Unnecessary Delays Have Downsides

A recent study published in the Journal of Bone and Joint Surgery highlights another consideration:  the risks of delaying total joint replacement surgery. The study found that as many as 90% of osteoarthritis patients wait too long to have a total joint replacement of the hip or knee. This delay can actually cause patients to lose some of the potential benefitof the procedure. 

Physical Inactivity Delays Recovery 

When people are in enough pain to need a total joint replacement, they usually try to move as little as possible simply to avoid pain. Each year surgery is delayed becomes another year of decreased physical activity. This can cause the muscles around the knee joint to weaken. When these patients finally do get a total joint replacement, having weak muscles makes their recovery time longer and more difficult. 

Risks of Physical Inactivity

Physical inactivity accounts for 8.3% of all deaths in the US. It is associated with multiple chronic diseases, including Type 2 diabetes, heart disease, elevated cholesterol, etc. These are the same diseases that are associated with increasing age. When age and physical inactivity are combined, the risk of getting these diseases increases even more. 

Late Joint Replacement Risks Further Damage to the Joint

 Another reason to schedule surgery sooner rather than later is the way the joint changes over time. As osteoarthritis progresses, the joint may deteriorate so much that even total joint replacement will not give as much relief as it would have done if surgery had been performed sooner.  

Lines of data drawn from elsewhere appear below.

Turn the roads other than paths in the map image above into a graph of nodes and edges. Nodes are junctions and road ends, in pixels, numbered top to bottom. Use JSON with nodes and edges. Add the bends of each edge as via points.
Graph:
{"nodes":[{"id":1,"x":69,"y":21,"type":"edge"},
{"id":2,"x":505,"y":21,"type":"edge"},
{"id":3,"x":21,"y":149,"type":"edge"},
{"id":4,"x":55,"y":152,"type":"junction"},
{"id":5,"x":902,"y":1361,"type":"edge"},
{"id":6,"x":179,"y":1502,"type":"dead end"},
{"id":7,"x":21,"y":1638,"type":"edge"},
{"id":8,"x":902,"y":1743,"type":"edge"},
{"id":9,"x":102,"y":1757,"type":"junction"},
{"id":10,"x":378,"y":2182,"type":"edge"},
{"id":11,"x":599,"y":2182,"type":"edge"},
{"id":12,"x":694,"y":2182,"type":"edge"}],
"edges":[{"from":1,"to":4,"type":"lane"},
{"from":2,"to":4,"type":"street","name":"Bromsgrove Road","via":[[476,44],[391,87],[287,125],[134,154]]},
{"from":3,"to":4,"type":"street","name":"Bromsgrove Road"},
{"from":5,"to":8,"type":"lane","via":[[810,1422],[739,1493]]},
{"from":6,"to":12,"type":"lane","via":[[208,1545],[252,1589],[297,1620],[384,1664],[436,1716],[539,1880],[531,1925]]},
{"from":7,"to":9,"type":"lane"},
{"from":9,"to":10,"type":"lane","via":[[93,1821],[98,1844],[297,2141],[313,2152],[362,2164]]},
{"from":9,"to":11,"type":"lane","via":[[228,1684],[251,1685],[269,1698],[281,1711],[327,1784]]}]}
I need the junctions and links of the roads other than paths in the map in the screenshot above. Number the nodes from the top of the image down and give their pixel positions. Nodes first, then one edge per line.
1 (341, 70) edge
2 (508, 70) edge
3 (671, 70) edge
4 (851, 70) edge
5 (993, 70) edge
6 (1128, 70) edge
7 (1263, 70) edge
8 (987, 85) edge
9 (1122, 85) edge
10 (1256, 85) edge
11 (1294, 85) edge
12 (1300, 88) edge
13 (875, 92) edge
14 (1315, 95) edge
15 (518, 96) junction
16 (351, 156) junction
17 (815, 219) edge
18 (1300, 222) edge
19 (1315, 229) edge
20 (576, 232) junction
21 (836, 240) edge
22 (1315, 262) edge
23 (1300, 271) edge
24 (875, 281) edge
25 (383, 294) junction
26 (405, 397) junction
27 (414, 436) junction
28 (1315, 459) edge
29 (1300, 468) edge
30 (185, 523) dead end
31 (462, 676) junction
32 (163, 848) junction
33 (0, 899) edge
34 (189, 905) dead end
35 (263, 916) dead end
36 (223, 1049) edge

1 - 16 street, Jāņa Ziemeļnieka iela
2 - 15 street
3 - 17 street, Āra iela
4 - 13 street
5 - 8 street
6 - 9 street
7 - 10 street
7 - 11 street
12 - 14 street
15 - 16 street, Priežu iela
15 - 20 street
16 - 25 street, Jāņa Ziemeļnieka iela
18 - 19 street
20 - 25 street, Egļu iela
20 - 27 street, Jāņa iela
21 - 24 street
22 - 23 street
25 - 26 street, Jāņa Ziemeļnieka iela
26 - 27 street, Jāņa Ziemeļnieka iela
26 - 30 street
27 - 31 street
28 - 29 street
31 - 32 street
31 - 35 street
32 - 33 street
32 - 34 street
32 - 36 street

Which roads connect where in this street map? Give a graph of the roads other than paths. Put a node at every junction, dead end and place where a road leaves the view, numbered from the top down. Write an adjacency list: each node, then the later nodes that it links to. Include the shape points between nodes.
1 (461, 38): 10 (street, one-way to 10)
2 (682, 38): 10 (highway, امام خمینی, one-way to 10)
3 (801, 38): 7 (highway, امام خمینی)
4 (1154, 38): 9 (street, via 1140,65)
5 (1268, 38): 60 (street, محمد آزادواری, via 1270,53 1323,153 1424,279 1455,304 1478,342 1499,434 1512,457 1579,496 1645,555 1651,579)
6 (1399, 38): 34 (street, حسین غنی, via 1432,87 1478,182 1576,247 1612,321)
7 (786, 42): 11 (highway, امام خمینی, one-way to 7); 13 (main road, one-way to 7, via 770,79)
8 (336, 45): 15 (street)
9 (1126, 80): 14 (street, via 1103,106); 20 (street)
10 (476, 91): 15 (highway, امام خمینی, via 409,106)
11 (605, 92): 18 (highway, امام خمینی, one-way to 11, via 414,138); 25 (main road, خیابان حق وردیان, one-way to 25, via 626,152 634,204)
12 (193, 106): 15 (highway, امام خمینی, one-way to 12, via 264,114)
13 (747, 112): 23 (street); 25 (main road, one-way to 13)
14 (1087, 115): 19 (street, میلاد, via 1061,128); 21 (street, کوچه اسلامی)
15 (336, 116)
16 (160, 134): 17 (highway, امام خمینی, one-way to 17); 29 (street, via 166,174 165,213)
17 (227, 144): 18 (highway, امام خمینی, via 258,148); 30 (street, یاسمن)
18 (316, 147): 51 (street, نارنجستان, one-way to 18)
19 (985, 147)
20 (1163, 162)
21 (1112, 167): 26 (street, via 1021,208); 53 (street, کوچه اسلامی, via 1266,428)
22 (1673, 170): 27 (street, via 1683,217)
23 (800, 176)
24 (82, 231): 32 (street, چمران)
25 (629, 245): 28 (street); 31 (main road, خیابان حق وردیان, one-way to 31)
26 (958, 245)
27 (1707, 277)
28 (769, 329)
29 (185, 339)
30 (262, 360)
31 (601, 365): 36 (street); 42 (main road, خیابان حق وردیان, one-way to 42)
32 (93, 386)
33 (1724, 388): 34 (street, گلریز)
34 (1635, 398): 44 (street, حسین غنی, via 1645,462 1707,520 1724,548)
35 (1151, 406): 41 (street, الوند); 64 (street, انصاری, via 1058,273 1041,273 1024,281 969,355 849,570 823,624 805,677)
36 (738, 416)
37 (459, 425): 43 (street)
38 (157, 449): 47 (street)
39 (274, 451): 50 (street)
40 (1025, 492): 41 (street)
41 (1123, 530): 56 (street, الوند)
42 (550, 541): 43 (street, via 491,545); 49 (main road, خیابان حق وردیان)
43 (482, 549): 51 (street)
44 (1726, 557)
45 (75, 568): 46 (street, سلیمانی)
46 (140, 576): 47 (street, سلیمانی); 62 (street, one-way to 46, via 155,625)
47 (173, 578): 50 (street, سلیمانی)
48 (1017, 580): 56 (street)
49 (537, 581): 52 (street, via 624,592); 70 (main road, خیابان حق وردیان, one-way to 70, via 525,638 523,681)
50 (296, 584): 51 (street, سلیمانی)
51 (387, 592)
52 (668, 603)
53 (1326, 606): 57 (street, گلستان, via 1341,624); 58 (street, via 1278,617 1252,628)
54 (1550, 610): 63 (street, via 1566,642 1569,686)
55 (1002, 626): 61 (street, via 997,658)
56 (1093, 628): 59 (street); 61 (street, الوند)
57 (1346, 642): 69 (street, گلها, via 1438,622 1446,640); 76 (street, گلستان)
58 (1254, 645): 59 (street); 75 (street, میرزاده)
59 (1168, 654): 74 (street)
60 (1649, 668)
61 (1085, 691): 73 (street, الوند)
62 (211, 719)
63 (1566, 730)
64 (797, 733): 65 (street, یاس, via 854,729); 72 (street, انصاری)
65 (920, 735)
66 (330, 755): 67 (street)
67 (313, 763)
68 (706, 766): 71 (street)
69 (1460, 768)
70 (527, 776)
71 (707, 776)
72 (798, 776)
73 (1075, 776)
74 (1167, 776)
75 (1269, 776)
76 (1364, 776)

Joint Replacement Improves Overall Health

Having a total joint replacement can benefit your health in ways that go far beyond the joint itself. Research has found that a person who has a total joint replacement lowers their risk of a heart attack or stroke by 40%. Joint replacement also reduces the long-term risk of death, heart failure, depression and diabetes. All of these effects have a positive effect on lifestyle. People who can move better are able to get in better shape and lead healthier, more active and independent lives.


When considering when to schedule a total joint replacement, it’s important for patients to consider, not just the factors surrounding surgery, but also the risks of continuing to put it off.